The bull run which saw the sensex touching a record 20,000 mark has not impacted on the shares of retailers listed on the stock exchange but it would boost earnings of the organized retail sector as it has put money into the pocket of consumers, say analysts.
The shares of those retailers listed on the Bombay Stock Exchange (BSE) have not shown the kind of increase in their prices like those of Reliance, Larsen and Tubro, ICICI and seven others who between them contributed to the index points touching 10,000.
“The sensex shooting up is a positive sign for the retailers as it has brought about a feel good factor among the consumers who would have more money to spend,” said Ashu Madan of Religare.
“The rise in sensex at least gives the consumers a notional feeling of having money to spend and once your purchasing power increases, it does boost the profits of the shop keepers which in the present situation would be the retailer,” Madan told indiaretailing.com
“The sensex crossing 20,000 mark is a positive sign for the retail sector as it would put into circulation more money since the consumer would have made good on the stock market,” Bijou Kurien of Reliance Retail told indiaretailing.com
Echoing similar views, Subir Gokarn, Chief Economist at CRISIL, told indiaretailing.com “it would stimulate spending and thus increasing the earning of the organized retail as many of the investors are from the upper strata. This bullrun has put more money into their pocket.”

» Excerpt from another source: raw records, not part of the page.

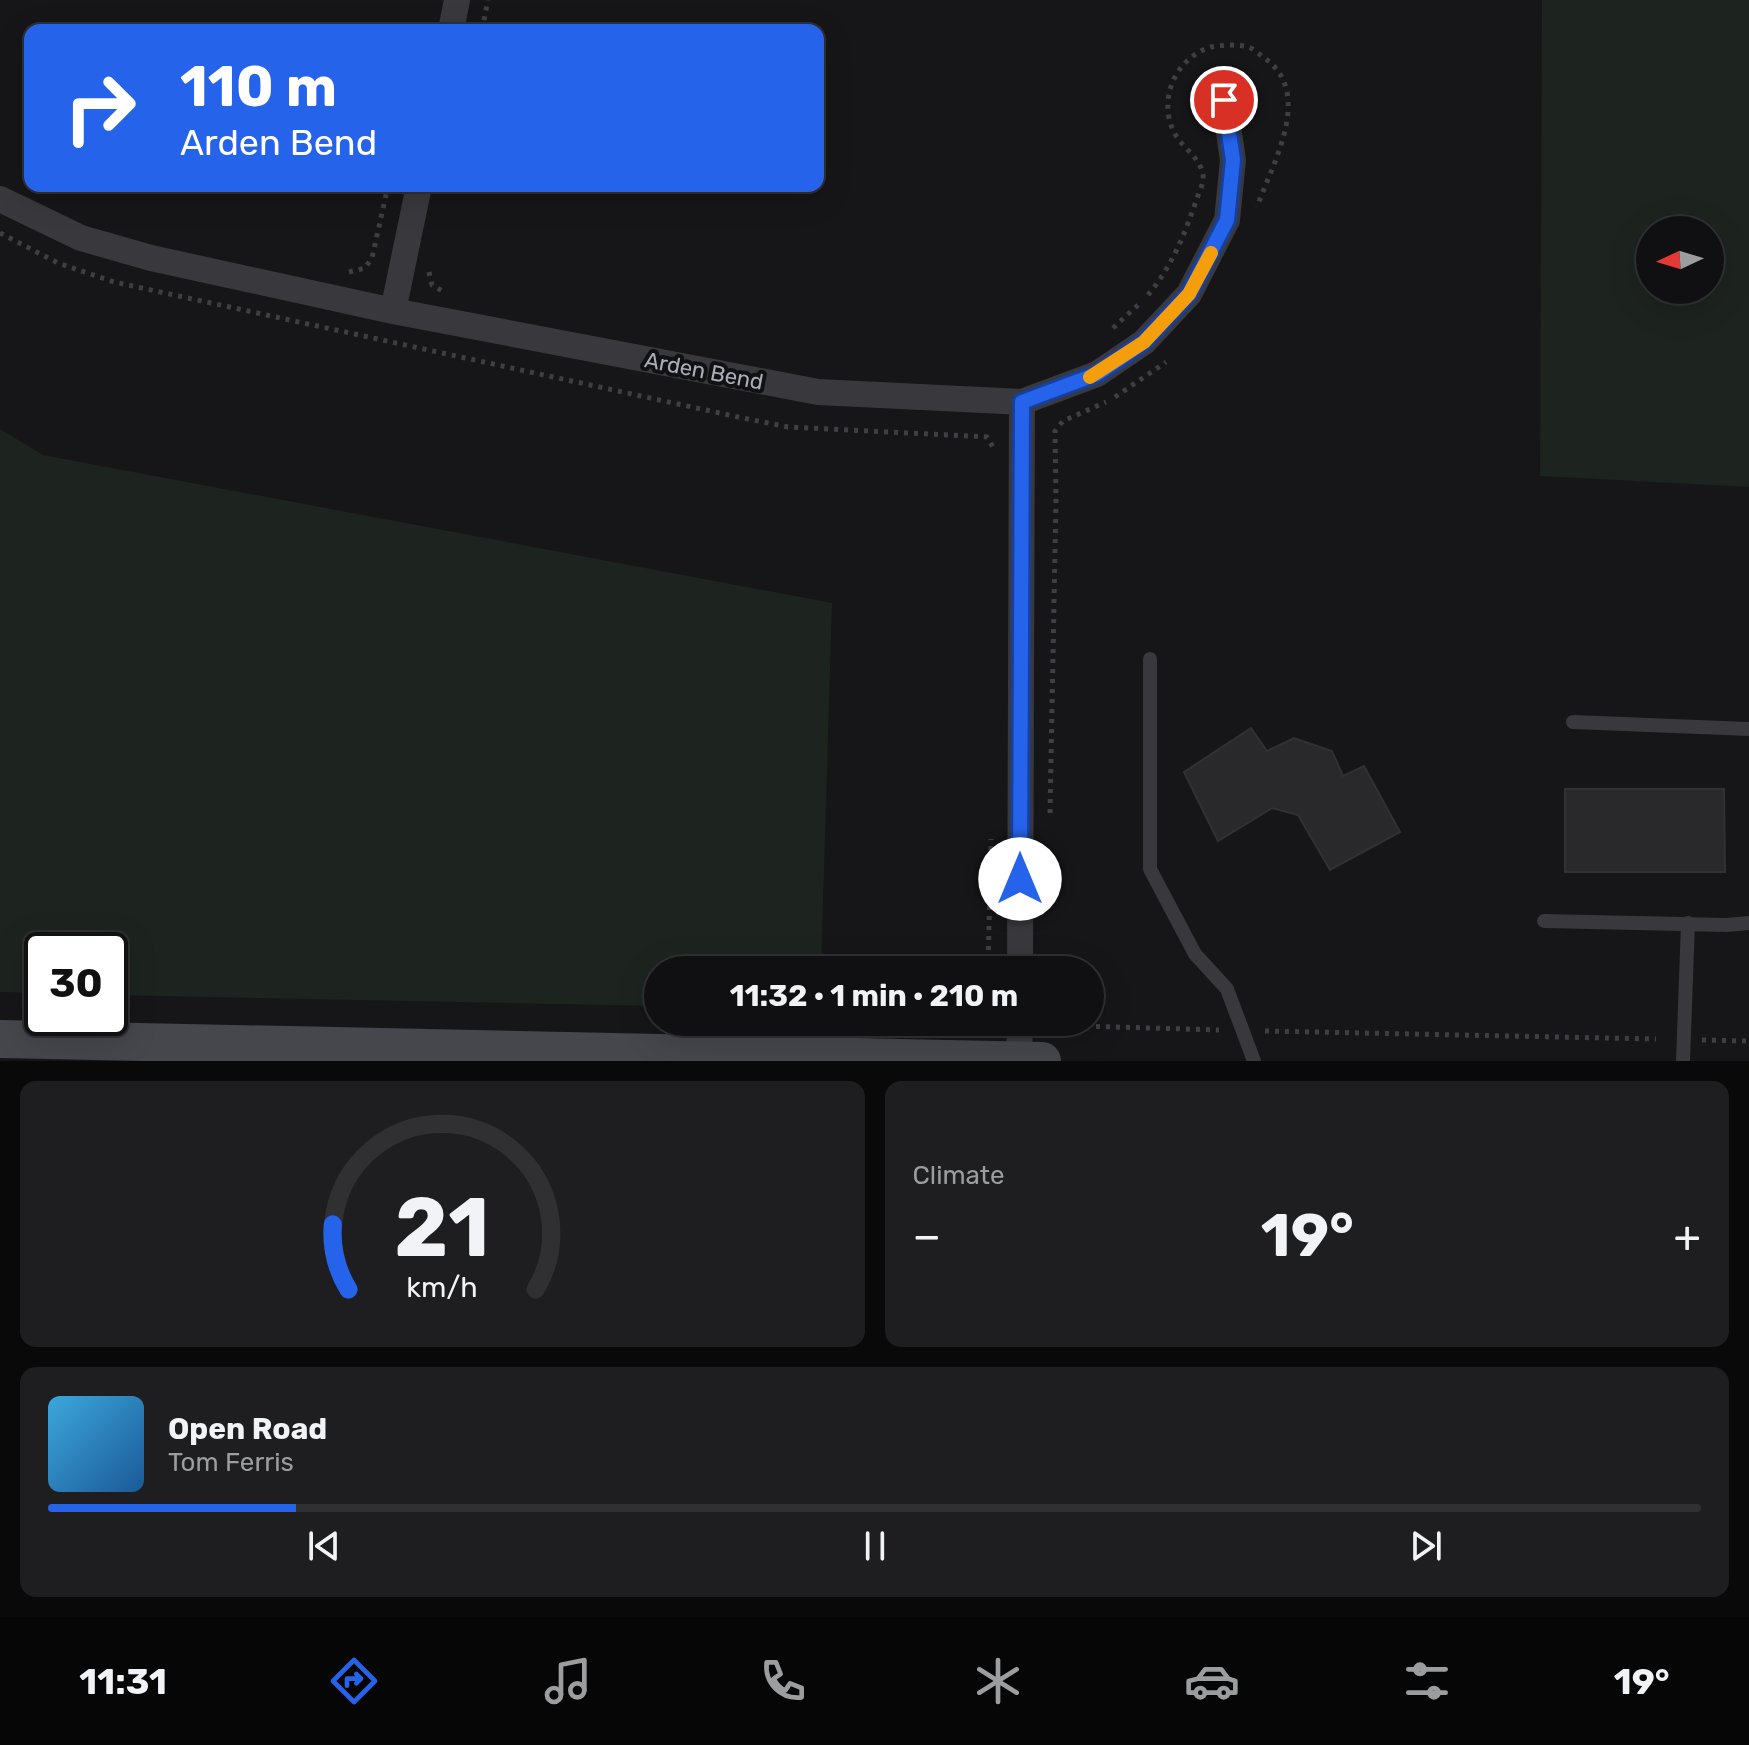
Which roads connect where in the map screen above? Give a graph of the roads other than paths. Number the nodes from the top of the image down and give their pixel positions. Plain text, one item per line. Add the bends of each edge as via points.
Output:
1 (457, 0) edge
2 (452, 24) edge
3 (1224, 100) dead end
4 (418, 192) edge
5 (0, 199) edge
6 (393, 311) junction
7 (1022, 402) junction
8 (1150, 659) dead end
9 (1573, 722) dead end
10 (1749, 729) edge
11 (1544, 921) dead end
12 (1688, 923) junction
13 (1749, 923) edge
14 (1020, 956) edge
15 (1020, 1036) edge
16 (0, 1039) edge
17 (1044, 1044) edge
18 (754, 1058) edge
19 (1019, 1060) edge
20 (1254, 1061) edge
21 (1683, 1061) edge

1 - 2 street
3 - 7 street, Arden Bend via 1233,160 1227,220 1189,294 1144,342 1097,374
4 - 6 street
5 - 6 street, Arden Bend via 81,238 151,258
6 - 7 street, Arden Bend via 818,392
7 - 14 street
8 - 20 lane via 1150,869 1195,954 1227,989
9 - 10 lane
11 - 12 lane
12 - 13 lane
12 - 21 lane
15 - 19 street
16 - 18 street
17 - 19 street
18 - 19 street

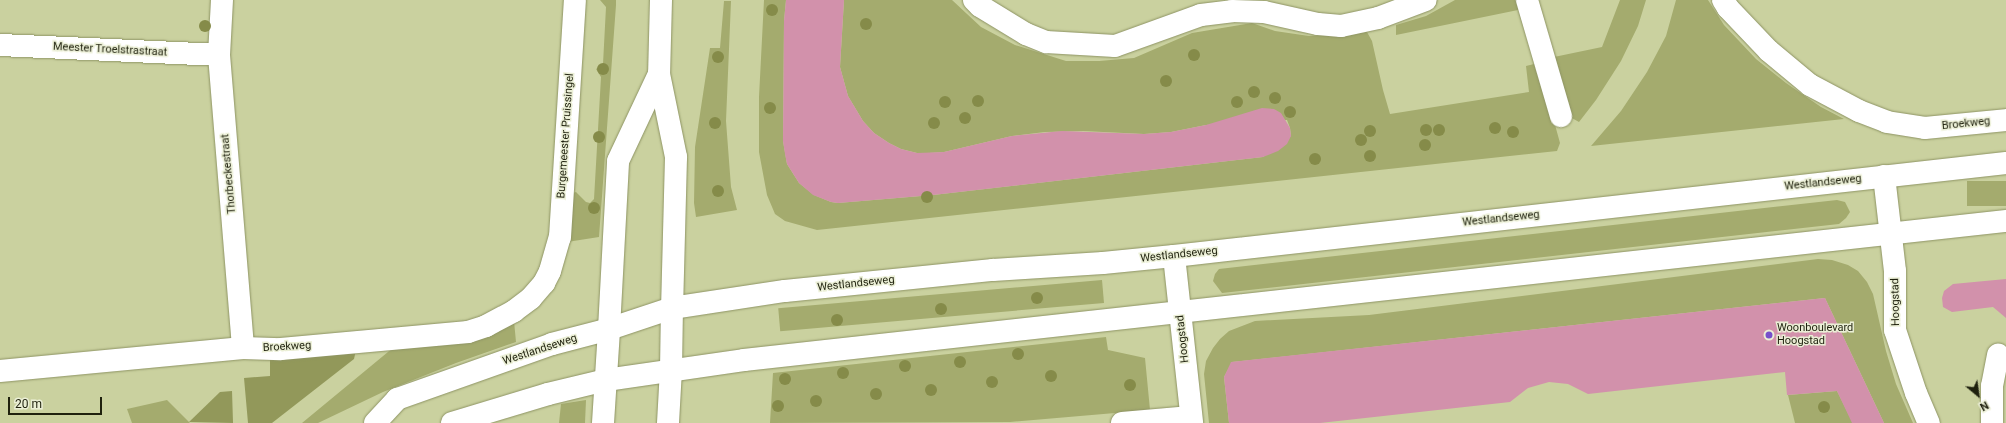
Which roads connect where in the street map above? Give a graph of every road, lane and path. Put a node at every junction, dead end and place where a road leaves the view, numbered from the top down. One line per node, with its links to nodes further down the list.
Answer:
1 (222, 0): 9 (main road, Thorbeckestraat)
2 (575, 0): 18 (main road, Burgemeester Pruissingel)
3 (661, 0): 10 (main road)
4 (974, 0): 5 (main road)
5 (1426, 0)
6 (1527, 0): 11 (main road)
7 (1723, 0): 12 (main road, Broekweg)
8 (0, 45): 9 (main road, Meester Troelstrastraat)
9 (219, 55): 22 (main road, Thorbeckestraat)
10 (659, 74): 19 (main road); 21 (main road)
11 (1561, 116)
12 (2006, 120)
13 (2006, 163): 14 (main road, Westlandseweg)
14 (1884, 176): 16 (main road, Hoogstad); 17 (main road, Westlandseweg)
15 (2006, 221): 16 (main road)
16 (1891, 233): 20 (main road); 33 (main road, Hoogstad)
17 (1174, 256): 19 (main road, Westlandseweg); 20 (main road, Hoogstad)
18 (550, 271): 22 (main road, Broekweg)
19 (672, 308): 21 (main road, Westlandseweg); 24 (main road)
20 (1180, 311): 24 (main road); 27 (main road, Hoogstad)
21 (608, 329): 26 (main road); 28 (main road, Westlandseweg)
22 (244, 348): 25 (main road, Broekweg)
23 (1998, 355): 34 (main road)
24 (671, 370): 26 (main road); 31 (main road)
25 (0, 371)
26 (606, 380): 29 (main road); 30 (main road)
27 (1191, 420): 32 (main road)
28 (375, 423)
29 (452, 423)
30 (603, 423)
31 (668, 423)
32 (1122, 423)
33 (1929, 423)
34 (1992, 423)

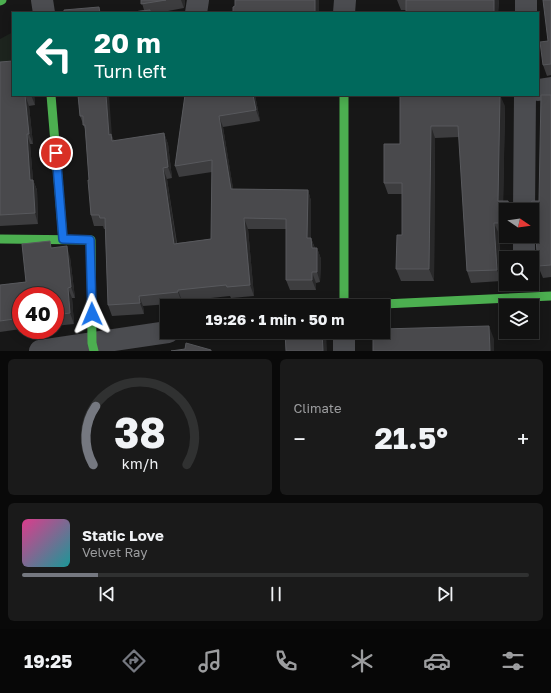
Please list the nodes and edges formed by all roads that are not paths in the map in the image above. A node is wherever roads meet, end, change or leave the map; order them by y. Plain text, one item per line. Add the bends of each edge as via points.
1 (42, 0) edge
2 (198, 0) edge
3 (345, 0) edge
4 (526, 0) edge
5 (44, 12) edge
6 (196, 12) edge
7 (344, 12) edge
8 (526, 12) edge
9 (551, 88) edge
10 (539, 90) edge
11 (51, 96) edge
12 (344, 96) edge
13 (525, 96) edge
14 (524, 203) edge
15 (0, 239) edge
16 (63, 239) junction
17 (523, 291) edge
18 (551, 296) edge
19 (343, 299) edge
20 (390, 302) edge
21 (160, 334) edge
22 (344, 339) edge
23 (93, 347) edge
24 (40, 351) edge
25 (344, 351) edge

1 - 5 street
2 - 6 street
3 - 7 street
4 - 8 street
9 - 10 street
11 - 16 street
12 - 19 street
13 - 14 street
15 - 16 street
16 - 23 street via 90,240
17 - 18 street
17 - 20 street
21 - 23 street
22 - 25 street
23 - 24 street

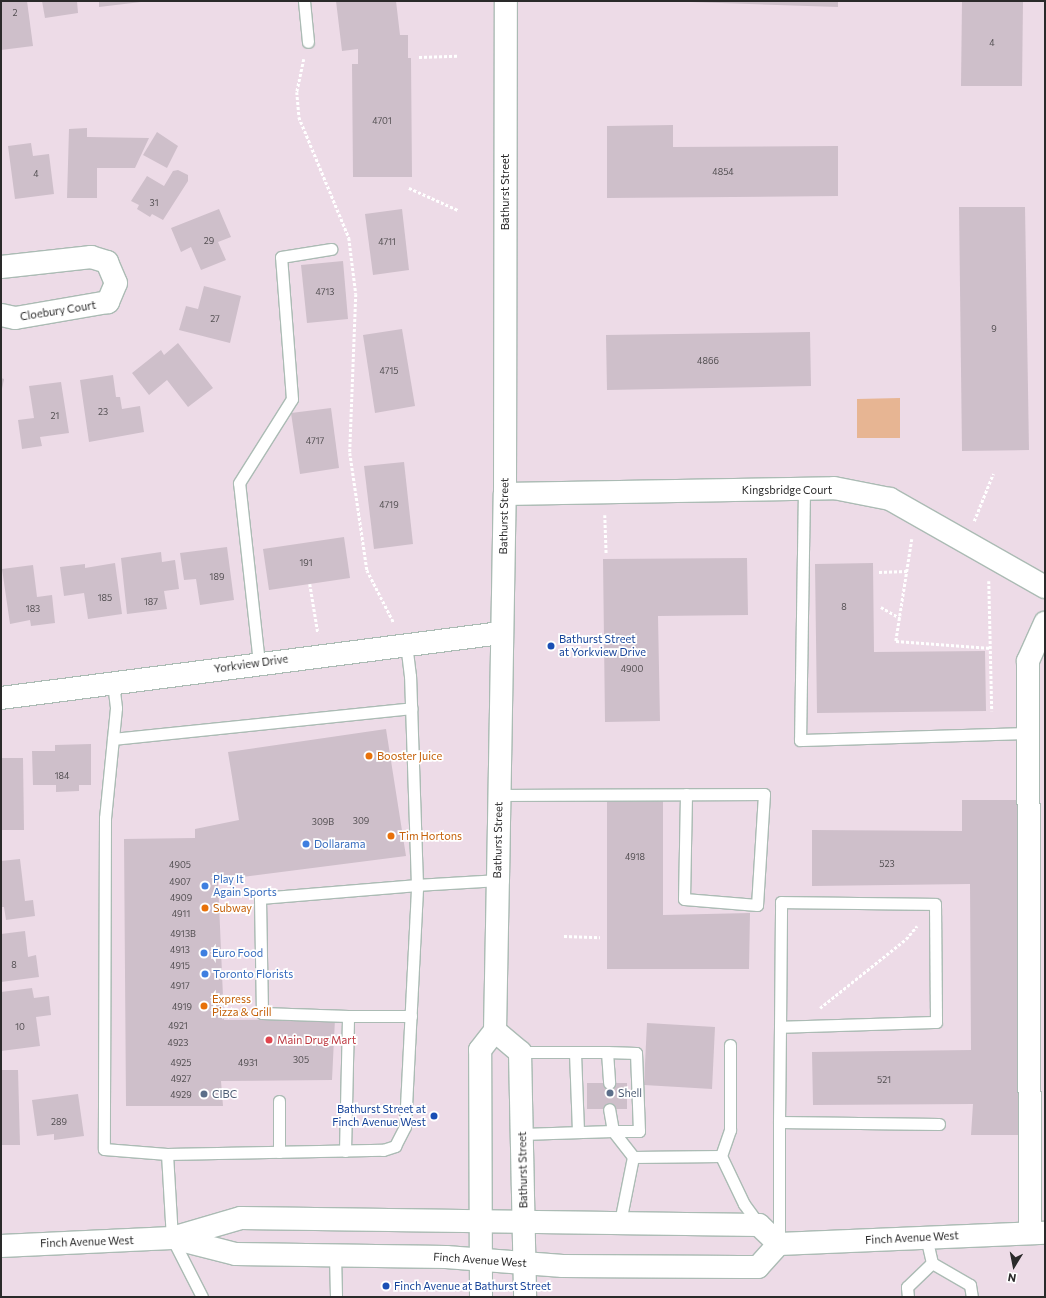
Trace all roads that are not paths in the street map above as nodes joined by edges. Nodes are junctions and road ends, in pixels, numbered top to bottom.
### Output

He said this would indirectly enhance the income of those employed in this sector specially in the large retail stores who have a large staff.
The indices showed that it was capital goods index which showed a tremendous increase gaining almost 200 per cent in the period between June 16 last year to October 29 while Fast Moving Consumer Goods (FMCG) was at the bottom registering an increase of just 21 per cent during this period.
Besides FMCG, shares of Auto and Healthcare too were way behind recording a gain of only 26 and 29 per cent respectively.
Even though the shares of retail giants like Shoppers Stop and Pantaloon did not register the kind of rise like those of capital goods, but the forecast that retailers would stand to benefit from the bull run is definitely encouraging for them.
As one analyst said retail is a new area and so people are hesitating to put money in the shares though they are not hesitant to spend money at the retailers.
Another factor was that the money coming into the stock exchange was from Foreign Institutional Investors (FII) who invariably put money into those sectors which reported good earnings like SBI and Larsen and Tubro.
As Arun Kejriwal of the Kejriwal Research Information Services said “this shows that there is more of speculation and people including those in the retail segment, are investing because they don’t want to be left out from the rally that they see happening.”